Exercise:
Show each line in the listing below that contains the word "image".

Extracted data:
/---
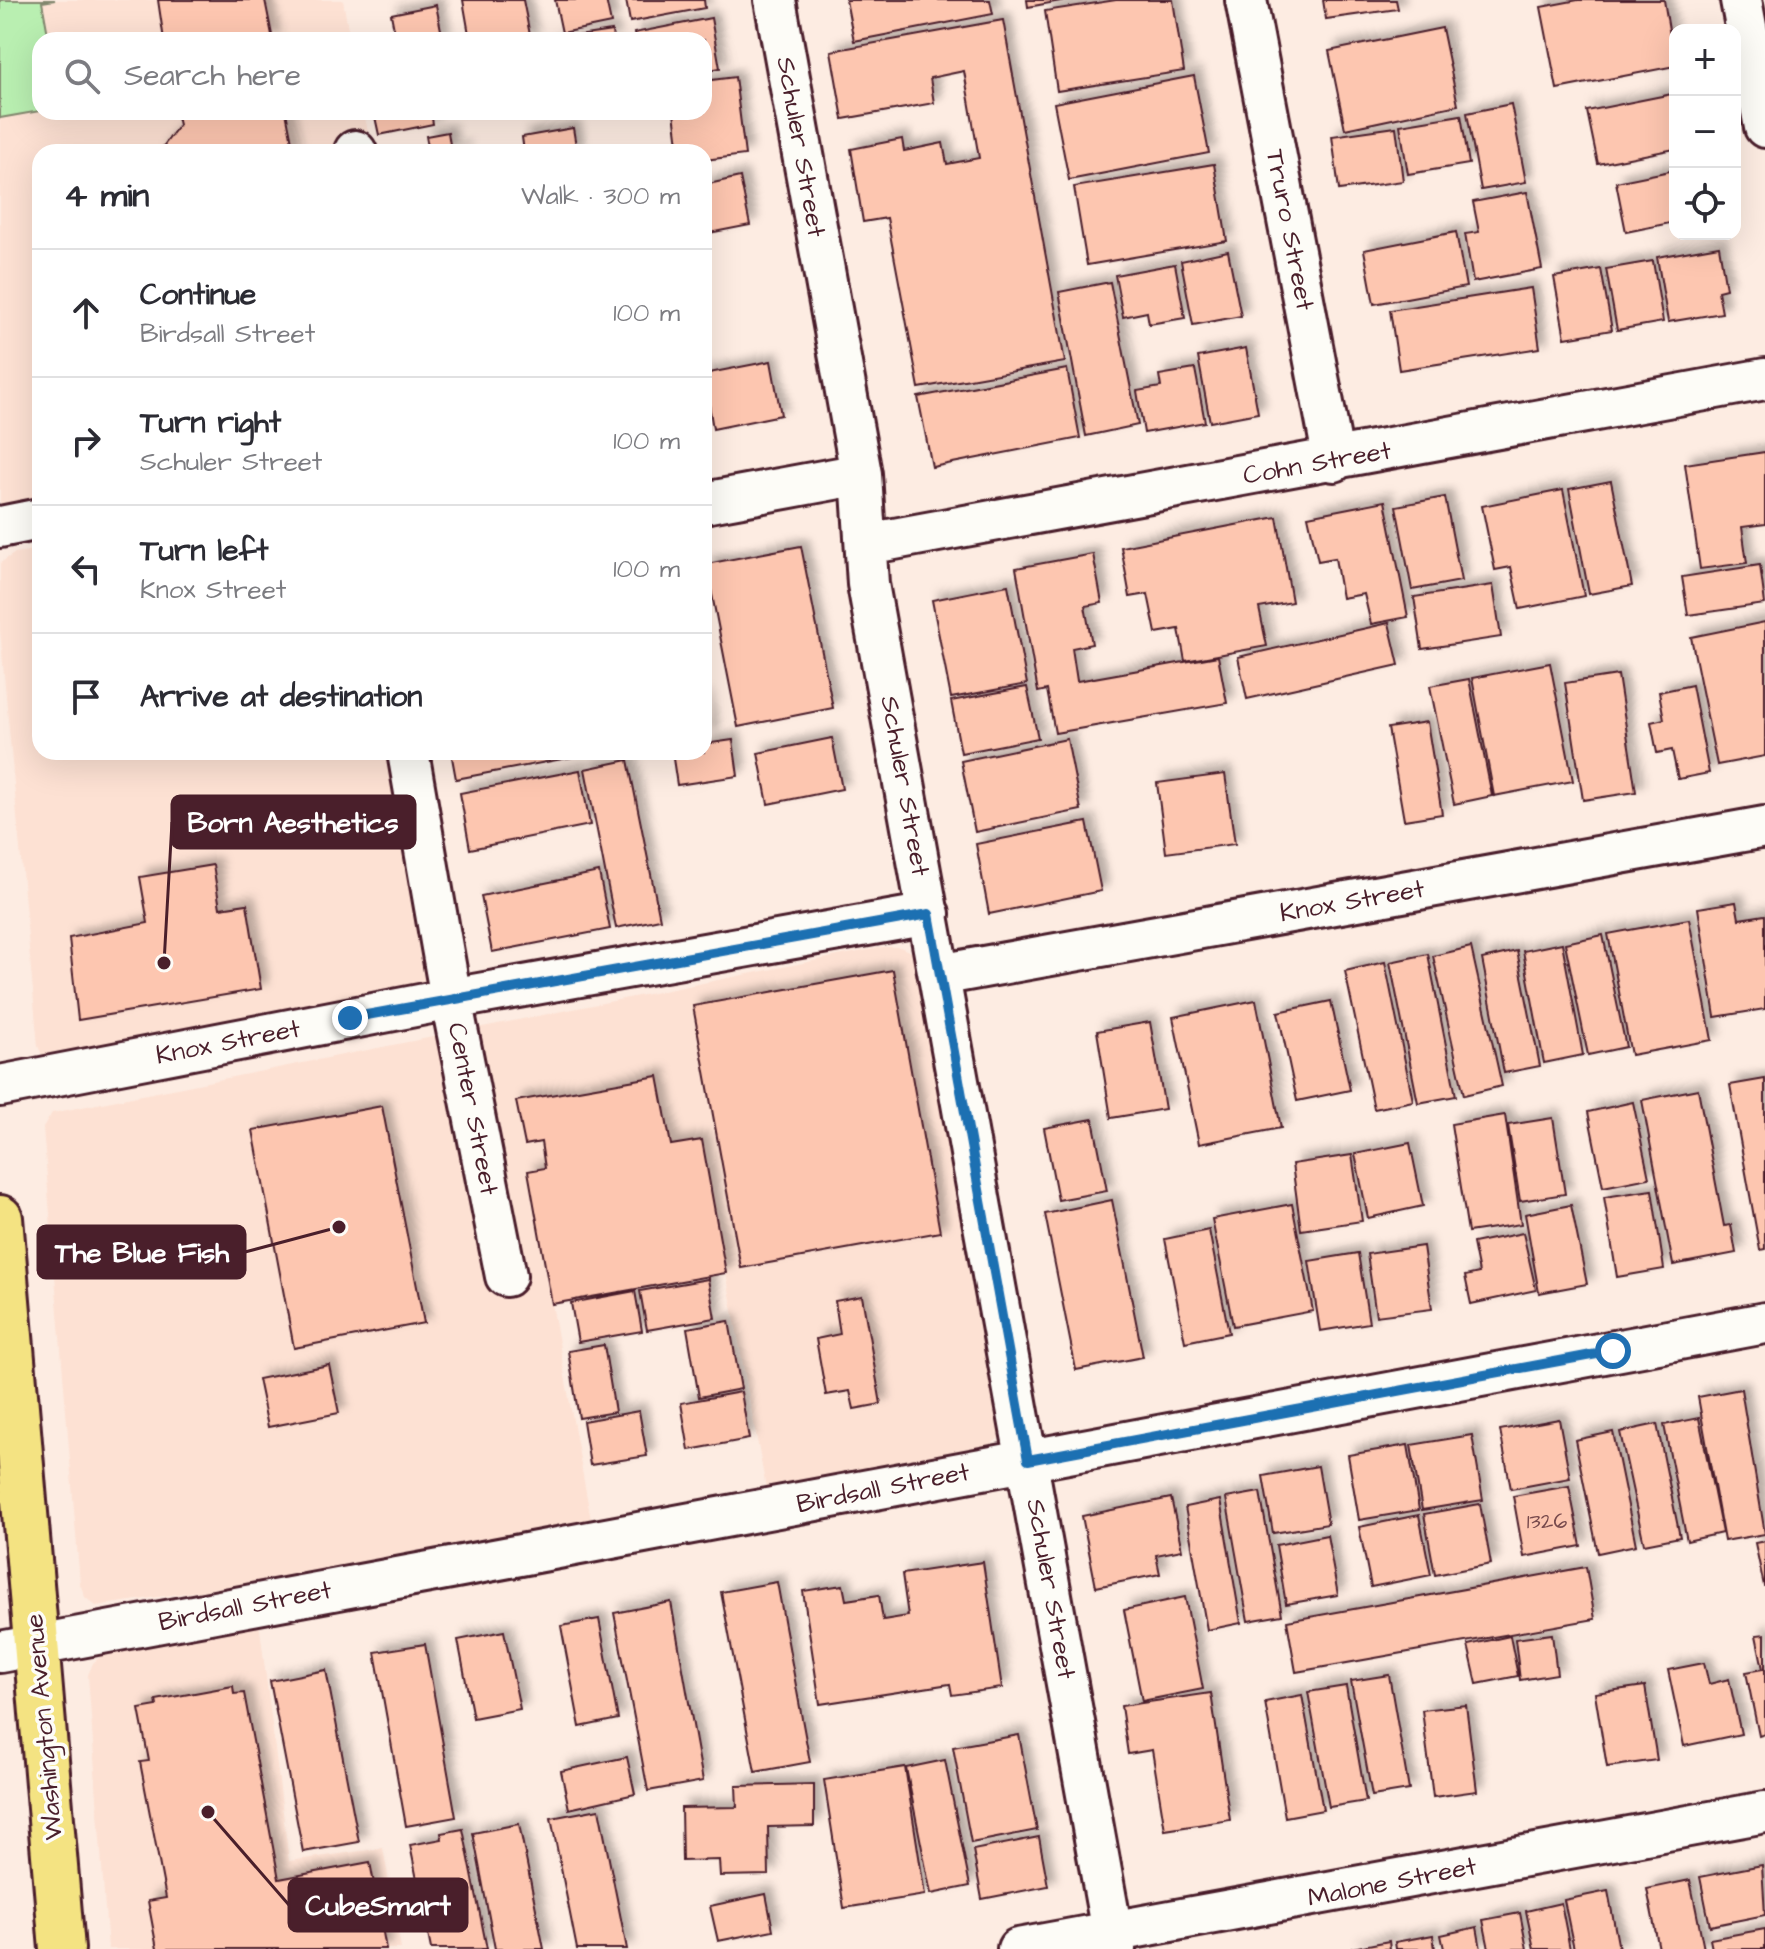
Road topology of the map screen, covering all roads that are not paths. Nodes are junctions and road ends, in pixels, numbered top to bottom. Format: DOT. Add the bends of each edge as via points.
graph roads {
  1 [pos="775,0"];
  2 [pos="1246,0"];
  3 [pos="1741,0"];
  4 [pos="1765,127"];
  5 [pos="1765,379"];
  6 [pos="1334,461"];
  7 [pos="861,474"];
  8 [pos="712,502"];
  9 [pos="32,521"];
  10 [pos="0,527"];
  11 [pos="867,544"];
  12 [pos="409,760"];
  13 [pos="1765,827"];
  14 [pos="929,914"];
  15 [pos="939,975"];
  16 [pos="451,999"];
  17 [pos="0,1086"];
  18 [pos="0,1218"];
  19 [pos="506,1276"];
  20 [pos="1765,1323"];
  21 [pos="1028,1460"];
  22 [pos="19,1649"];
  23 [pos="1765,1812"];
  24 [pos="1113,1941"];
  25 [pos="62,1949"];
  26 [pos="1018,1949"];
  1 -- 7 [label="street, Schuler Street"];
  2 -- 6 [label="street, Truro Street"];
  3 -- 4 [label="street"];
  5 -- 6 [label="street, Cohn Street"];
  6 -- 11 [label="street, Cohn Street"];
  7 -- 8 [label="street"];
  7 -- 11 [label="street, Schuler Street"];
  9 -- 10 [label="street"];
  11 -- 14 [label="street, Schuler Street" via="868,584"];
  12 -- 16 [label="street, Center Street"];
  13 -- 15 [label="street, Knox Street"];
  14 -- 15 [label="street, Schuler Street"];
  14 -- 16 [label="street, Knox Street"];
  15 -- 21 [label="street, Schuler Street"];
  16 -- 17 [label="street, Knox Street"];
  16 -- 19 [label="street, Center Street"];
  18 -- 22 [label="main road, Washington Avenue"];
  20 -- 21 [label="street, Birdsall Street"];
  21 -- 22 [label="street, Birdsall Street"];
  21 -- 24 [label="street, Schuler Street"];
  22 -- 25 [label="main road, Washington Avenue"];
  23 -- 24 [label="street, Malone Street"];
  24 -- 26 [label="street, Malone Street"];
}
\---
/---
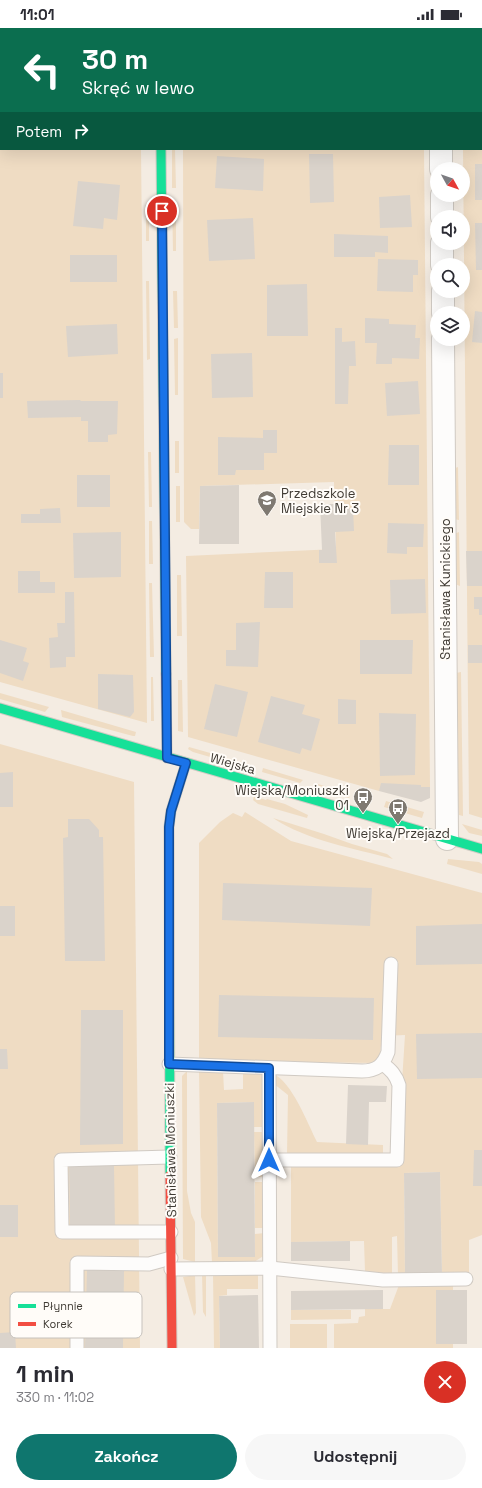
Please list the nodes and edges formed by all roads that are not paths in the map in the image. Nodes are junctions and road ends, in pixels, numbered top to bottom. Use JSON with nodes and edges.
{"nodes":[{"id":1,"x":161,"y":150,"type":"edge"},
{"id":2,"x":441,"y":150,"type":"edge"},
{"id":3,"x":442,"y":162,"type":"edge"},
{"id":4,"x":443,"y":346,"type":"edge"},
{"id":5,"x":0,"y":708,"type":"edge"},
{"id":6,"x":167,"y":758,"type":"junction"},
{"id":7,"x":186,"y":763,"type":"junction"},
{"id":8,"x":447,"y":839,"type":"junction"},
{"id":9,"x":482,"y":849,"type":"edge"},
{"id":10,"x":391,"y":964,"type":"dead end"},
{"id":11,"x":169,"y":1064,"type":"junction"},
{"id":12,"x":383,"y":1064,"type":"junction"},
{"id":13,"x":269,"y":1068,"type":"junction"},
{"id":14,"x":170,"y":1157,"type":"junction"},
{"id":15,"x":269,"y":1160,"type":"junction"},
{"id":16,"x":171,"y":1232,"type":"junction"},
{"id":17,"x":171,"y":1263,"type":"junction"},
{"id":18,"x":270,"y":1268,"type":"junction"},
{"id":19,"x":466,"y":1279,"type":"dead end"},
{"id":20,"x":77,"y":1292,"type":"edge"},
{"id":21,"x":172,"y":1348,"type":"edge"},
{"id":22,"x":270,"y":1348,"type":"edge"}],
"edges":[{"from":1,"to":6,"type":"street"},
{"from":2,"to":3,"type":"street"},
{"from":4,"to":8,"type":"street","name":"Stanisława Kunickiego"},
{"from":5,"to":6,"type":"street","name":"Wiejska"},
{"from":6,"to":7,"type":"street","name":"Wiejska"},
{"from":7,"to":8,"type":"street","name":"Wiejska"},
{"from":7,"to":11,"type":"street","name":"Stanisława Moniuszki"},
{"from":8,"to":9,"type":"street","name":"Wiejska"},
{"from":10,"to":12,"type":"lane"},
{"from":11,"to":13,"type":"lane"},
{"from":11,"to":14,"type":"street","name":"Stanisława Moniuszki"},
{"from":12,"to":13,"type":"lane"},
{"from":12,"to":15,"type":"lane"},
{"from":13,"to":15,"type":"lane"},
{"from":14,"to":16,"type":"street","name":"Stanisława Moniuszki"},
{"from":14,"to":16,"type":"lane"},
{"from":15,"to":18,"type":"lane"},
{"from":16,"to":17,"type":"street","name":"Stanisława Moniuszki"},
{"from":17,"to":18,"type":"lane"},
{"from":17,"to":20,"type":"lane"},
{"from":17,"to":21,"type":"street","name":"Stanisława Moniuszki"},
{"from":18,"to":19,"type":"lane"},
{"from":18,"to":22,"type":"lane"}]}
\---
/---
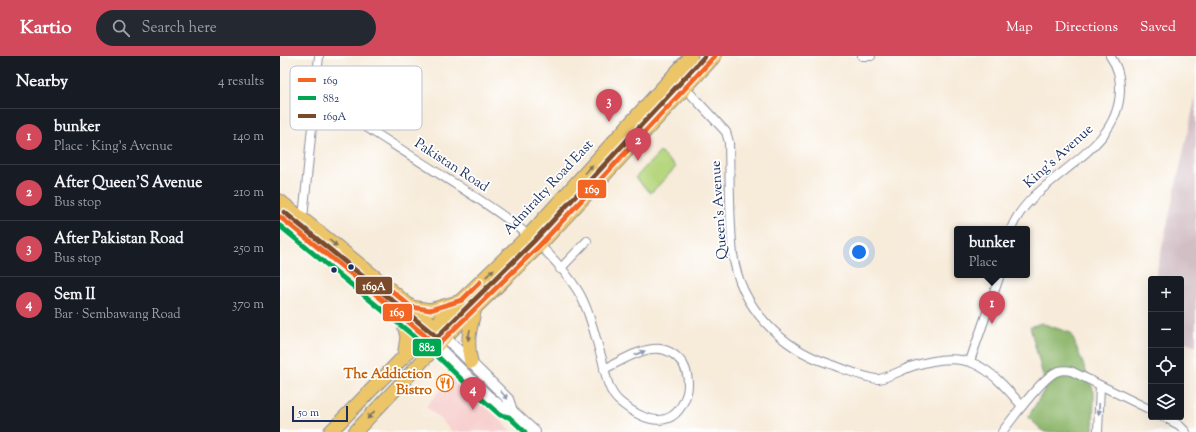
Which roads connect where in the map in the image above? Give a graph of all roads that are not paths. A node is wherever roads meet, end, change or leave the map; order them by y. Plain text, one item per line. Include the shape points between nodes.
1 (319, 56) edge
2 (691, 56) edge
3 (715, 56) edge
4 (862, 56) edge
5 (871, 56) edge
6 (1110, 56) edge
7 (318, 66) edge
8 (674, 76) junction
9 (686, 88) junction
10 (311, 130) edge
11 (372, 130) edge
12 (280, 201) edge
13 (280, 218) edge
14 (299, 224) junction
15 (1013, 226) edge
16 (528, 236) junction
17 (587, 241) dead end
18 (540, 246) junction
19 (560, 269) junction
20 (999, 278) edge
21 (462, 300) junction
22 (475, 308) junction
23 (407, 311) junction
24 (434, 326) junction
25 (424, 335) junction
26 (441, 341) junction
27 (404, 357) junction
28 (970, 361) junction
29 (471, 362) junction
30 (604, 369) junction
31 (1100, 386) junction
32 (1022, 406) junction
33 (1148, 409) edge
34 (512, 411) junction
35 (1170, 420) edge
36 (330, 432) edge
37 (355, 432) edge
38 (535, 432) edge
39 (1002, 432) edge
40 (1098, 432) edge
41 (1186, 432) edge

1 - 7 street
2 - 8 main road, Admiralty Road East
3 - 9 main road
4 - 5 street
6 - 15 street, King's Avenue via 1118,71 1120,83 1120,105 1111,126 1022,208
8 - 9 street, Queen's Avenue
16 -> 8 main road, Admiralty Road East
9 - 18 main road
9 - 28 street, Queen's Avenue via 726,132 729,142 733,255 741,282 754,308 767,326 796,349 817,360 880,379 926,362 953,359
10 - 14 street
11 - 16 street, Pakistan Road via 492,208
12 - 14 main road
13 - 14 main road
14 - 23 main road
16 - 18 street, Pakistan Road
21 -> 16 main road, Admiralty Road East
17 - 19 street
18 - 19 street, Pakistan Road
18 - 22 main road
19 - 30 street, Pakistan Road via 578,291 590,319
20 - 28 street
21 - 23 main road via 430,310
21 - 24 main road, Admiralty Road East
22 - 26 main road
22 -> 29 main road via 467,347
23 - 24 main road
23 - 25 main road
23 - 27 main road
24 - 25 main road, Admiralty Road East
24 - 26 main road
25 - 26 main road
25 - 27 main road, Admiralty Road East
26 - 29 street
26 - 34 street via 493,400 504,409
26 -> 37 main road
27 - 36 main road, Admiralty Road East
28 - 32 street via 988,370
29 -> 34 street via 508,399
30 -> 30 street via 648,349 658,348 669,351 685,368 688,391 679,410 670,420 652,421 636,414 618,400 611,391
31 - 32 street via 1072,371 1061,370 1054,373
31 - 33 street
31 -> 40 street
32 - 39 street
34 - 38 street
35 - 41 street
\---
Solution to this problem:
Please list the nodes and edges formed by all roads that are not paths in the map in the image. Nodes are junctions and road ends, in pixels, numbered top to bottom. Use JSON with nodes and edges.
Which roads connect where in the map in the image above? Give a graph of all roads that are not paths. A node is wherever roads meet, end, change or leave the map; order them by y. Plain text, one item per line. Include the shape points between nodes.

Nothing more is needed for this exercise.